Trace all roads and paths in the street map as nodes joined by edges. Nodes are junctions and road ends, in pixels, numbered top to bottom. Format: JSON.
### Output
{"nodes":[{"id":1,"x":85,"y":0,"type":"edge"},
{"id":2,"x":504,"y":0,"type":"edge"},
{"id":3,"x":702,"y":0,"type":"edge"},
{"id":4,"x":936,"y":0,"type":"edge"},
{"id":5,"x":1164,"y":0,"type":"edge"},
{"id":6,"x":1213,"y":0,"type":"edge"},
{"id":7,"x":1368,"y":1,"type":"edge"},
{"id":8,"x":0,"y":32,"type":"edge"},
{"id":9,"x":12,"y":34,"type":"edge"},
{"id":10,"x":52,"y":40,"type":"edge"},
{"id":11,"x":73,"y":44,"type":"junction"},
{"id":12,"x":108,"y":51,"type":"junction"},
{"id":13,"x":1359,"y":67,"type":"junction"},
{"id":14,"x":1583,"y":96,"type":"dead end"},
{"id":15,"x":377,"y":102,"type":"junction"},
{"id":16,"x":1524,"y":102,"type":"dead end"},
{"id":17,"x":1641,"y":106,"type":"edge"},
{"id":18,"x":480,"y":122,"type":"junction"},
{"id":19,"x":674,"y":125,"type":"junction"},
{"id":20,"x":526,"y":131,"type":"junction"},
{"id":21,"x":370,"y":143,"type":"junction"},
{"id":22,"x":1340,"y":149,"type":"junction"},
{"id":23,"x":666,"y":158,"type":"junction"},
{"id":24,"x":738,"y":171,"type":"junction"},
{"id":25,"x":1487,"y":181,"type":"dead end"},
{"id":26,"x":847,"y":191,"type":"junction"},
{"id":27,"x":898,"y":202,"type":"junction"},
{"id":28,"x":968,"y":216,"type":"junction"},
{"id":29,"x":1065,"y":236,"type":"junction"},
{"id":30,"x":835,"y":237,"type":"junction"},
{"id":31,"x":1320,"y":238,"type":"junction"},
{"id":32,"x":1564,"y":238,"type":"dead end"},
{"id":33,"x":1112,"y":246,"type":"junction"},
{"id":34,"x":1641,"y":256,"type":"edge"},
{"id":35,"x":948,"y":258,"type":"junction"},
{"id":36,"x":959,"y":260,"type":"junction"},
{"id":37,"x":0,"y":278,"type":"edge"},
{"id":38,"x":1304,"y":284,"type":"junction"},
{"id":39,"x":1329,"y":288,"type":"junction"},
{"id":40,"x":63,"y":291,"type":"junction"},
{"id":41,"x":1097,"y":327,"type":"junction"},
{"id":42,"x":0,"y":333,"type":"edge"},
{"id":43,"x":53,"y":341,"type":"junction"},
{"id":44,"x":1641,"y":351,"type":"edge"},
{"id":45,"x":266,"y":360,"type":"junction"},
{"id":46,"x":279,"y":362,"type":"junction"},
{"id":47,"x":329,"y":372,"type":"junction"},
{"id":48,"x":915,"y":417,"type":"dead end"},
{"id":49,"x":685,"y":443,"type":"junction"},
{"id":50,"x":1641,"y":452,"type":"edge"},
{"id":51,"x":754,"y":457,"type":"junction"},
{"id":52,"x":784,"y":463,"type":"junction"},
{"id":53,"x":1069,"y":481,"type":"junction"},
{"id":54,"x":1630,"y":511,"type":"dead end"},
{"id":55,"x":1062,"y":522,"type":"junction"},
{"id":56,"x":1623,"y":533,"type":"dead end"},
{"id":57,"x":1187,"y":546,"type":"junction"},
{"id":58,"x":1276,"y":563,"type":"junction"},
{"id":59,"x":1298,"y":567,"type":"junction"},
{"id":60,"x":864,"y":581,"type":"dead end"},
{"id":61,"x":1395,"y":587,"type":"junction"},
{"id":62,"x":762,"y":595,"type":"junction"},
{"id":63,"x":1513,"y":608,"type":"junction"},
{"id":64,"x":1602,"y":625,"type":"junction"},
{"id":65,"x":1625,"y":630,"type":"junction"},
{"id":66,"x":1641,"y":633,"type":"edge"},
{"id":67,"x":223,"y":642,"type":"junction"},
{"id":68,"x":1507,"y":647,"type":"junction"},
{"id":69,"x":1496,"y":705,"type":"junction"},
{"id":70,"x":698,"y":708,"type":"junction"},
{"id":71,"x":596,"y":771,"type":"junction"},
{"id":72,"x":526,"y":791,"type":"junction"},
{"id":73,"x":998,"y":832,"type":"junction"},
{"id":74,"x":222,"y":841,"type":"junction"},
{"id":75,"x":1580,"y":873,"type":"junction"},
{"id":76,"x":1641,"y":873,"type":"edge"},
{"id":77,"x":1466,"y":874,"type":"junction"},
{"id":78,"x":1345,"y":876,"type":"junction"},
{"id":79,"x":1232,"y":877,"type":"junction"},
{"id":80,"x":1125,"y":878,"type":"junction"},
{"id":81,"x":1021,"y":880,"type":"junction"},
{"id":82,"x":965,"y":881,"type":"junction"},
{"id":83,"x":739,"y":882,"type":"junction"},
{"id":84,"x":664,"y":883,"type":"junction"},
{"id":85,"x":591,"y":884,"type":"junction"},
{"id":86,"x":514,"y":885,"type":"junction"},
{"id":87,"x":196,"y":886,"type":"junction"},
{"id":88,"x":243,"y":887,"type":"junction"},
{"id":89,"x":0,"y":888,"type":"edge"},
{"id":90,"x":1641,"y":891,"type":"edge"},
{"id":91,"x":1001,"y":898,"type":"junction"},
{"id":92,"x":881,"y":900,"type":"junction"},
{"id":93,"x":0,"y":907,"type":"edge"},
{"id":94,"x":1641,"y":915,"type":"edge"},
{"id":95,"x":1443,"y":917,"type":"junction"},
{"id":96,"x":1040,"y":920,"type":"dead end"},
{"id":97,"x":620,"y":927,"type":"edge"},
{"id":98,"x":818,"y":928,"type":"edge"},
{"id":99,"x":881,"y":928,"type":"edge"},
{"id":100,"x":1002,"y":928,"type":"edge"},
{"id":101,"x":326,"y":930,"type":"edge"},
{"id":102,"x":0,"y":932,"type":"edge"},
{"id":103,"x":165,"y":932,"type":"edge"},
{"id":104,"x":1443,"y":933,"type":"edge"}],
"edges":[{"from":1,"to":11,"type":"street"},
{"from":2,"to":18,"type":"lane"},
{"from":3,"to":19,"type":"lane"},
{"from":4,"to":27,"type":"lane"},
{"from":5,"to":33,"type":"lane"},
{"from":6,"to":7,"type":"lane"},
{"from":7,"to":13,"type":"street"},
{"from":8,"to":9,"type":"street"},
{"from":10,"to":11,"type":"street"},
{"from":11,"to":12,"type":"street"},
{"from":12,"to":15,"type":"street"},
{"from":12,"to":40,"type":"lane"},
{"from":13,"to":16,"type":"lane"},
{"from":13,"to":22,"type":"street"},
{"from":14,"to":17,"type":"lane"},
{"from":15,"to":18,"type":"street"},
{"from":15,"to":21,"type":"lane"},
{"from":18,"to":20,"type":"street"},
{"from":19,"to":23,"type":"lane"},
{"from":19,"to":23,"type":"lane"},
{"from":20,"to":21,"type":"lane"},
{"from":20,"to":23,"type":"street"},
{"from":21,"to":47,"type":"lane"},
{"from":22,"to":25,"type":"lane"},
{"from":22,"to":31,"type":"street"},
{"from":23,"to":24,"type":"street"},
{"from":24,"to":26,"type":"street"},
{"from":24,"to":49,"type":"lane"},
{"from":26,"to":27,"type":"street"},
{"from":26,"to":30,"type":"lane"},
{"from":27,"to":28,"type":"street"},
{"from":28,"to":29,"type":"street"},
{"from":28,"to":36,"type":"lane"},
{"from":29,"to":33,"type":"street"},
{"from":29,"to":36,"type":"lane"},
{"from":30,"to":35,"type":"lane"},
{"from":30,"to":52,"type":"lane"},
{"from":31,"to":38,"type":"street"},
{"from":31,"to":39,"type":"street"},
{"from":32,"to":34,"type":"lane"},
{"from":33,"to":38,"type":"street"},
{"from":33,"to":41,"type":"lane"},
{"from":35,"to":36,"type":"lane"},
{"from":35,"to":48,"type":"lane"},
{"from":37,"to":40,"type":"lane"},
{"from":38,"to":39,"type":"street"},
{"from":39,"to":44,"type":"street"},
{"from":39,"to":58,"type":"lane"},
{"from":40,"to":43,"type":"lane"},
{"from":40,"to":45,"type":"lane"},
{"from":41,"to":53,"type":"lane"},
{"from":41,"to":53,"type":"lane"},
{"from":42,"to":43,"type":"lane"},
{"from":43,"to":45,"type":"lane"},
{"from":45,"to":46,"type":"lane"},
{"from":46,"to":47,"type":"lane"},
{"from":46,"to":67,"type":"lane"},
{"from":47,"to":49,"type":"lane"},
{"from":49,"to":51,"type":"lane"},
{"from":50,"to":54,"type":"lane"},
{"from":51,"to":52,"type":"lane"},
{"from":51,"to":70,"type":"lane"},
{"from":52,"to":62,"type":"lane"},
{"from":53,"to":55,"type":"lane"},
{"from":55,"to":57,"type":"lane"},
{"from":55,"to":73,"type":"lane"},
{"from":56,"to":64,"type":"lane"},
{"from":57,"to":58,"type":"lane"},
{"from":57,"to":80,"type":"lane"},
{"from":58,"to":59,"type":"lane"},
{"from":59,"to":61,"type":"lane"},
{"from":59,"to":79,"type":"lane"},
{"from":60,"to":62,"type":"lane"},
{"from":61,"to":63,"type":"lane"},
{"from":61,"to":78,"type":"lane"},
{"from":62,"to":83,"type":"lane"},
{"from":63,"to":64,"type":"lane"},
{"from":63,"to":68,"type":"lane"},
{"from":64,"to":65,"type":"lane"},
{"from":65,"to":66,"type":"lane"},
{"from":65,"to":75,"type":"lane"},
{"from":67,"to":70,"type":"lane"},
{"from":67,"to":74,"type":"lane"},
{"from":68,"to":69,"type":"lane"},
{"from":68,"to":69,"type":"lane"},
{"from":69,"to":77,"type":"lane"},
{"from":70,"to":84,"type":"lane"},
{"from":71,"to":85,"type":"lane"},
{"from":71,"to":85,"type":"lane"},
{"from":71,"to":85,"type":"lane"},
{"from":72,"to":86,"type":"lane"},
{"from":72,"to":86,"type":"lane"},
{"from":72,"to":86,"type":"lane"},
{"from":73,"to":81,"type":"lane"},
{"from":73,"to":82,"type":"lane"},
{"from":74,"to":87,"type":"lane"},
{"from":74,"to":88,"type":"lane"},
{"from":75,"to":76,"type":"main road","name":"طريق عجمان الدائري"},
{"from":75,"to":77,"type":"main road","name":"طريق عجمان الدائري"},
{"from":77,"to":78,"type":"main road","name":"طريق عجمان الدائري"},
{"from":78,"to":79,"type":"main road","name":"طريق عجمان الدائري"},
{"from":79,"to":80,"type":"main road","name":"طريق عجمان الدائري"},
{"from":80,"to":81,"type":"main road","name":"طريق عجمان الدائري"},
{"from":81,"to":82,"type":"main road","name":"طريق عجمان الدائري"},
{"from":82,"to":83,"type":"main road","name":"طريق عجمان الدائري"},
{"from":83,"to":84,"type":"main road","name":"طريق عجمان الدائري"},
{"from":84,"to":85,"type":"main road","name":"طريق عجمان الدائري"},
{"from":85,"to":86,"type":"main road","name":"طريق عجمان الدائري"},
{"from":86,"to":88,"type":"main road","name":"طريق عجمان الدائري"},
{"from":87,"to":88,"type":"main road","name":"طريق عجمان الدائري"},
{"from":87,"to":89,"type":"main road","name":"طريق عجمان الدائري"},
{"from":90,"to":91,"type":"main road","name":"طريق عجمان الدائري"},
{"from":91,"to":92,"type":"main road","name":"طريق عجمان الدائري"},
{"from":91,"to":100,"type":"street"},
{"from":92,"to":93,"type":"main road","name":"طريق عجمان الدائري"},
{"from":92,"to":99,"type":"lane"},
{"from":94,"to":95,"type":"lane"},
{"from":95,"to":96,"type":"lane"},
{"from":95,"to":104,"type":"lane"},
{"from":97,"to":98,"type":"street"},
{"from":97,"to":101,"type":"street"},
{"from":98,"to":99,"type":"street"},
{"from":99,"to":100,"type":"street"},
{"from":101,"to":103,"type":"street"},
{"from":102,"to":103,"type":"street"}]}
++++++++++
Problem details.
Only lines that include "edges" belong in the answer; return them from the entries above.

Answer box.
Trace all roads and paths in the street map as nodes joined by edges. Nodes are junctions and road ends, in pixels, numbered top to bottom. Format: JSON.
"edges":[{"from":1,"to":11,"type":"street"},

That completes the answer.